Smith Jason F, Chen Kewei, Johnson Sterling, Morrone-Strupinsky Jeannine, Reiman Eric M, Nelson Ann, Moeller James R, Alexander Gene E
Department of Psychology, Arizona State University, Tempe, AZ 85287, USA.
Neuroimage. 2006 Aug 1;32(1):325-32. doi: 10.1016/j.neuroimage.2005.12.010. Epub 2006 Jun 2.
The analysis of functional magnetic resonance imaging (fMRI) data has typically relied on univariate methods to identify areas of brain activity related to cognitive and behavioral task performance. We investigated the ability of multivariate network analysis using a modified form of principal component analysis, the Scaled Subprofile Model (SSM), applied to single-subject fMRI data to identify patterns of interactions among brain regions over time during an anatomically well-characterized simple motor task. We hypothesized that each subject would exhibit correlated patterns of brain activation in several regions known to participate in the regulation of movement including the contralateral motor cortex and the ipsilateral cerebellum. EPI BOLD images were acquired in six healthy participants as they performed a visually and auditorally paced finger opposition task. SSM analysis was applied to the fMR time series on a single-subject basis. Linear combinations of the major principal components that predicted the expected hemodynamic response to the order of experimental conditions were identified for each participant. These combinations of SSM patterns were highly associated with the expected hemodynamic response, an indicator of local neuronal activity, in each participant (0.84 </= R(2) </= 0.97, all P's < 0.0001). As predicted, the combined pattern in each subject was characterized most prominently by relatively increased activations in contralateral sensorimotor cortex and ipsilateral cerebellum. Additionally, all subjects showed areas of relatively decreased activation in the ipsilateral sensorimotor cortex and contralateral cerebellum. The application of network analysis methods, such as SSM, to single-subject fMRI data can identify patterns of task-specific, functionally interacting brain areas in individual subjects. This approach may help identify individual differences in the task-related functional connectivity, track changes in task-related patterns of activity within or between fMRI sessions, and provide a method to identify individual differences in response to treatment.

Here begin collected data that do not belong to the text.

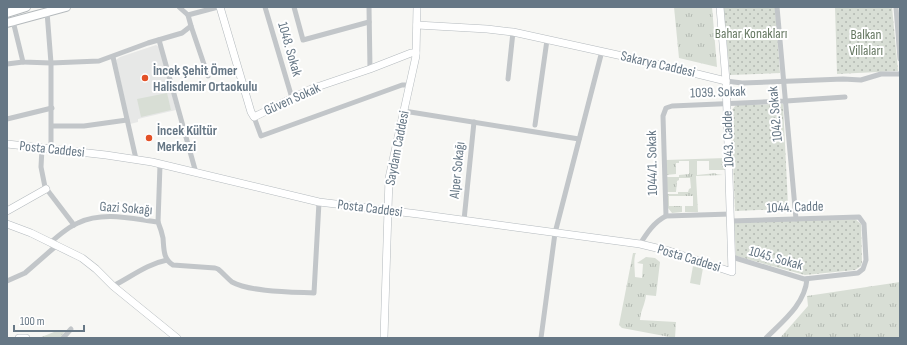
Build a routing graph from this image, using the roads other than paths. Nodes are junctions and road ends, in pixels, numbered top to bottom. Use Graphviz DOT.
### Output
graph roads {
  1 [pos="26,7"];
  2 [pos="66,7"];
  3 [pos="179,7"];
  4 [pos="219,7"];
  5 [pos="265,7"];
  6 [pos="294,7"];
  7 [pos="369,7"];
  8 [pos="417,7"];
  9 [pos="720,7"];
  10 [pos="777,7"];
  11 [pos="896,7"];
  12 [pos="10,10"];
  13 [pos="47,12"];
  14 [pos="188,15"];
  15 [pos="10,22"];
  16 [pos="369,22"];
  17 [pos="417,25"];
  18 [pos="192,26"];
  19 [pos="513,32"];
  20 [pos="160,40"];
  21 [pos="547,40"];
  22 [pos="602,51"];
  23 [pos="416,53"];
  24 [pos="112,57"];
  25 [pos="900,59"];
  26 [pos="23,62"];
  27 [pos="51,63"];
  28 [pos="7,64"];
  29 [pos="370,69"];
  30 [pos="900,74"];
  31 [pos="208,76"];
  32 [pos="508,79"];
  33 [pos="726,81"];
  34 [pos="784,82"];
  35 [pos="409,85"];
  36 [pos="845,97"];
  37 [pos="292,98"];
  38 [pos="786,102"];
  39 [pos="727,104"];
  40 [pos="52,108"];
  41 [pos="665,110"];
  42 [pos="404,111"];
  43 [pos="254,116"];
  44 [pos="7,119"];
  45 [pos="127,120"];
  46 [pos="474,122"];
  47 [pos="535,125"];
  48 [pos="52,126"];
  49 [pos="578,139"];
  50 [pos="7,144"];
  51 [pos="42,148"];
  52 [pos="51,149"];
  53 [pos="136,159"];
  54 [pos="160,165"];
  55 [pos="196,173"];
  56 [pos="46,189"];
  57 [pos="319,202"];
  58 [pos="7,211"];
  59 [pos="388,211"];
  60 [pos="666,216"];
  61 [pos="731,217"];
  62 [pos="796,219"];
  63 [pos="464,220"];
  64 [pos="158,222"];
  65 [pos="7,224"];
  66 [pos="74,225"];
  67 [pos="555,233"];
  68 [pos="53,244"];
  69 [pos="640,244"];
  70 [pos="732,257"];
  71 [pos="167,260"];
  72 [pos="861,271"];
  73 [pos="732,272"];
  74 [pos="807,279"];
  75 [pos="7,281"];
  76 [pos="113,286"];
  77 [pos="71,330"];
  78 [pos="19,338"];
  79 [pos="26,338"];
  80 [pos="63,338"];
  81 [pos="177,338"];
  82 [pos="384,338"];
  83 [pos="541,338"];
  84 [pos="766,338"];
  1 -- 12 [label="main road"];
  2 -- 13 [label="main road"];
  3 -- 14 [label="street"];
  4 -- 14 [label="street"];
  4 -- 43 [label="street, Güven Sokak"];
  5 -- 37 [label="street, 1048. Sokak"];
  6 -- 16 [label="street"];
  7 -- 16 [label="street"];
  8 -- 17 [label="street, Saydam Caddesi"];
  9 -- 33 [label="street, 1043. Cadde"];
  10 -- 34 [label="street, 1042. Sokak"];
  11 -- 25 [label="street"];
  13 -- 15 [label="main road"];
  13 -- 27 [label="street"];
  14 -- 18 [label="street"];
  15 -- 26 [label="street"];
  16 -- 29 [label="street"];
  17 -- 19 [label="street, Sakarya Caddesi"];
  17 -- 23 [label="street, Saydam Caddesi"];
  18 -- 20 [label="street"];
  18 -- 31 [label="street"];
  19 -- 21 [label="street, Sakarya Caddesi"];
  19 -- 32 [label="street"];
  20 -- 24 [label="street"];
  20 -- 55 [label="street"];
  21 -- 22 [label="street, Sakarya Caddesi"];
  21 -- 47 [label="street"];
  22 -- 33 [label="street, Sakarya Caddesi"];
  22 -- 49 [label="street"];
  23 -- 29 [label="street, Güven Sokak"];
  23 -- 35 [label="street, Saydam Caddesi"];
  24 -- 27 [label="street"];
  24 -- 45 [label="street"];
  26 -- 27 [label="street"];
  26 -- 28 [label="street"];
  27 -- 40 [label="street"];
  29 -- 37 [label="street, Güven Sokak"];
  30 -- 34 [label="street, Sakarya Caddesi"];
  33 -- 34 [label="street, Sakarya Caddesi"];
  33 -- 39 [label="street, 1043. Cadde"];
  34 -- 38 [label="street, 1042. Sokak"];
  35 -- 42 [label="street, Saydam Caddesi"];
  35 -- 43 [label="street"];
  36 -- 38 [label="street, 1039. Sokak"];
  37 -- 43 [label="street, Güven Sokak"];
  38 -- 39 [label="street, 1039. Sokak"];
  38 -- 62 [label="street, 1042. Sokak"];
  39 -- 41 [label="street, 1039. Sokak"];
  39 -- 61 [label="street, 1043. Cadde"];
  40 -- 44 [label="street"];
  40 -- 48 [label="street"];
  41 -- 60 [label="street, 1044/1. Sokak"];
  42 -- 46 [label="street"];
  42 -- 59 [label="street, Saydam Caddesi"];
  45 -- 48 [label="street"];
  45 -- 53 [label="street"];
  46 -- 49 [label="street"];
  46 -- 63 [label="street, Alper Sokağı"];
  48 -- 52 [label="street"];
  49 -- 67 [label="street"];
  50 -- 51 [label="street, Posta Caddesi"];
  51 -- 52 [label="street, Posta Caddesi"];
  51 -- 56 [label="street"];
  52 -- 53 [label="street, Posta Caddesi"];
  53 -- 54 [label="street, Posta Caddesi"];
  54 -- 55 [label="street, Posta Caddesi"];
  54 -- 64 [label="street"];
  55 -- 57 [label="street, Posta Caddesi"];
  56 -- 58 [label="street"];
  56 -- 66 [label="street"];
  57 -- 59 [label="street, Posta Caddesi"];
  57 -- 71 [label="street"];
  59 -- 63 [label="street, Posta Caddesi"];
  59 -- 82 [label="street, Saydam Caddesi"];
  60 -- 61 [label="street, 1044. Cadde"];
  60 -- 69 [label="street"];
  61 -- 62 [label="street, 1044. Cadde"];
  61 -- 70 [label="street, 1043. Cadde"];
  62 -- 72 [label="street, 1044. Cadde"];
  63 -- 67 [label="street, Posta Caddesi"];
  64 -- 66 [label="street, Gazi Sokağı"];
  64 -- 71 [label="street, Gazi Sokağı"];
  65 -- 68 [label="street"];
  66 -- 68 [label="street, Gazi Sokağı"];
  67 -- 69 [label="street, Posta Caddesi"];
  67 -- 83 [label="street"];
  68 -- 75 [label="street, Gazi Sokağı"];
  68 -- 76 [label="street"];
  69 -- 73 [label="street, Posta Caddesi"];
  70 -- 73 [label="street, 1043. Cadde"];
  70 -- 74 [label="street, 1045. Sokak"];
  71 -- 76 [label="street"];
  72 -- 74 [label="street, 1045. Sokak"];
  74 -- 84 [label="street"];
  76 -- 81 [label="street"];
  77 -- 80 [label="street"];
  78 -- 79 [label="street"];
}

功能磁共振成像(fMRI)数据的分析通常依赖单变量方法来识别与认知和行为任务表现相关的脑活动区域。我们研究了使用主成分分析的一种改进形式——尺度子剖面模型(SSM)进行多变量网络分析的能力,该模型应用于单受试者fMRI数据,以识别在解剖结构明确的简单运动任务期间,脑区之间随时间的相互作用模式。我们假设每个受试者在几个已知参与运动调节的区域,包括对侧运动皮层和同侧小脑,会表现出相关的脑激活模式。在六名健康参与者执行视觉和听觉节奏的手指对指任务时,采集了EPI BOLD图像。SSM分析在单受试者基础上应用于fMR时间序列。为每个参与者确定了主要主成分的线性组合,这些组合预测了对实验条件顺序的预期血液动力学反应。这些SSM模式的组合在每个参与者中都与预期的血液动力学反应高度相关,预期血液动力学反应是局部神经元活动的一个指标(0.84≤R²≤0.97,所有P值<0.0001)。如预期的那样,每个受试者的组合模式最显著的特征是对侧感觉运动皮层和同侧小脑的激活相对增加。此外,所有受试者在同侧感觉运动皮层和对侧小脑中均显示出激活相对减少的区域。将网络分析方法(如SSM)应用于单受试者fMRI数据,可以识别个体受试者中特定任务的、功能相互作用的脑区模式。这种方法可能有助于识别任务相关功能连接的个体差异,跟踪fMRI会话内或之间任务相关活动模式的变化,并提供一种识别治疗反应个体差异的方法。